Banor amó a estos Pils más que a ninguna otra criatura, haciéndolos viajeros de las corrientes y testigos del sol y de la noche. Se sentía dichoso de sentir a los Pils emerger de las aguas para estremecerse con la luz del sol. En esos instantes, sus cuerpos de cristal y sus mentes se agitaban, uniéndose a su creador en una conjunción perfecta de múltiples y armoniosas vibraciones que despegaban a los vientos, creando as¡ una hermosa música.

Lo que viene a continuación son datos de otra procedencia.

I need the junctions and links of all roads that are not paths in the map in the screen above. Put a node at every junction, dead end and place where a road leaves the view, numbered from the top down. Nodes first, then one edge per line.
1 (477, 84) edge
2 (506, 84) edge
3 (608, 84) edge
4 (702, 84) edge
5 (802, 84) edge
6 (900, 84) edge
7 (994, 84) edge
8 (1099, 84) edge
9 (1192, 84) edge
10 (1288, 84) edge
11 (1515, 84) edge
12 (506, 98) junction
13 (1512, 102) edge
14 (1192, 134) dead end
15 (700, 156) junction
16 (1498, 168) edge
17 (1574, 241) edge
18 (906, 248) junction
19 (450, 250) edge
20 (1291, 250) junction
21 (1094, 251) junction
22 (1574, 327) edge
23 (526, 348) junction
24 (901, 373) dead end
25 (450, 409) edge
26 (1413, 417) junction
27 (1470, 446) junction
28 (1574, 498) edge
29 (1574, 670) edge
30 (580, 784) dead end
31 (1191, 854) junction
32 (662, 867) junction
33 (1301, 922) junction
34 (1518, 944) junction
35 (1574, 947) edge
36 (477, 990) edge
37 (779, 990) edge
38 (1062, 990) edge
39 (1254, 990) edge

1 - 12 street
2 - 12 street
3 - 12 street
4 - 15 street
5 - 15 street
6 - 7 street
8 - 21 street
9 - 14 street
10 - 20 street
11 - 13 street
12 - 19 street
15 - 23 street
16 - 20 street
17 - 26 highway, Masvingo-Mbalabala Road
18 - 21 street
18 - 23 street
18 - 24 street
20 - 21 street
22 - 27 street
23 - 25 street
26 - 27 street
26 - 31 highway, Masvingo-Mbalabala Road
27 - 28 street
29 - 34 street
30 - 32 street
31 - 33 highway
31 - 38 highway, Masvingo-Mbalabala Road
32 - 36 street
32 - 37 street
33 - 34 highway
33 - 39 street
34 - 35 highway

Banor, en silencio, escuchaba en su canto la voz de la creación mientras sus criaturas se consumían, hallando en la consumación de ese viaje la renovación de su mundo.
El tiempo era para los Pils como una sucesión de espacios vacíos en los que la música de las aguas penetraba y habitaba en ellos con una luz inquieta. No existía el bien ni el mal en la percepción del mundo que recibían los cristales. Tan solo había un constante fluir de sensaciones que, como un tumultuoso río, atravesaba sus mentes, unidas por un hilo invisible que permitía al pueblo Pil compartir los pensamientos o sensaciones de cada uno de sus miembros.
El sueño y la oscuridad eran para los Pils algo semejante a la muerte de los hombres: Un gigantesco salón de dimensiones infinitas que, cuando a través de los años uno termina de cruzarlo, nada recuerda. Por eso las islas, en donde el mar no existía, eran temidas por los Pils, como un lugar vacío habitado por la muerte.
Un lugar que se convirtió en la misma muerte cuando los hombre llegaron con sus naves a habitar las islas.